TRT tek kanaldı ama gönüllerimizde koskoca bir evrendi. Cumartesi akşamları “Uzay Yolu” açıldığında evimizdeki odalar birden yıldızlarla dolardı. Spock’un kaş kaldırışı bile, bizim için bilim kurgu değil, uzayın kendisiydi. Ardından Zorro çıkar, siyah maskesiyle adalet dağıtırdı; biz ise yatağımıza maskesiz ama kahramanlık hayalleriyle giderdik.

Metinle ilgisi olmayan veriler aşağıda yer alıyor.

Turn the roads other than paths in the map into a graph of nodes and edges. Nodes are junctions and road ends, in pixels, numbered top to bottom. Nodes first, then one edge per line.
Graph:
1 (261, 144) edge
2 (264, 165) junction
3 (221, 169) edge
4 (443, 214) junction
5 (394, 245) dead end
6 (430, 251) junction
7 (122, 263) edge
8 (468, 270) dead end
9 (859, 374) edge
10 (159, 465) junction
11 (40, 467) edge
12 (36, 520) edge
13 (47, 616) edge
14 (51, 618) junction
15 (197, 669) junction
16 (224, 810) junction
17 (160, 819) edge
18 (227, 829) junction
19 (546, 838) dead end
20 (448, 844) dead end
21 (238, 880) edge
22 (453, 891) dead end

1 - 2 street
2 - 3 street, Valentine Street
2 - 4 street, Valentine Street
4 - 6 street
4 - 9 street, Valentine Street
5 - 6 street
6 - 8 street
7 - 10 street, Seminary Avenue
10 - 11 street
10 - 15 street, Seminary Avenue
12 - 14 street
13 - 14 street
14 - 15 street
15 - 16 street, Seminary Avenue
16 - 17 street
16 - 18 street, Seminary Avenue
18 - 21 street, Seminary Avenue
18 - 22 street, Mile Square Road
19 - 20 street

Pazar sabahları çizgi filmler ayrı bir şenlikti. Pembe Panter’in müziğiyle uyanır, Temel Reis’in ıspanağına bakıp tabağımızdaki pazıyı ıspanak sanırdık. Arı Maya bize dostluğu, Şirinler ise imeceyi öğretti. Voltran birleştiğinde apartmandaki tüm çocukların kalbi aynı anda hızla çarpardı: “Form Voltran!”
Yerli dizilerde ise bambaşka bir sıcaklık vardı. Perihan Abla, mahallenin ablasıydı; Kuruntu Ailesi bizim evden pek farklı değildi; Kaynanalar’ın Nuri Kantar’ı ise sanki karşı komşuydu. TRT, bize sadece dizi izletmedi, bir arada gülmeyi ve aynı anda aynı şeye inanmayı da öğretti.
Bugün yüzlerce kanal, binlerce dizi var ama o eski ekranın tekliği yok. Belki de o yüzden, çocukluğumuzun TRT’si hâlâ kalbimizde en renkli haliyle siyah-beyaz yanıyor.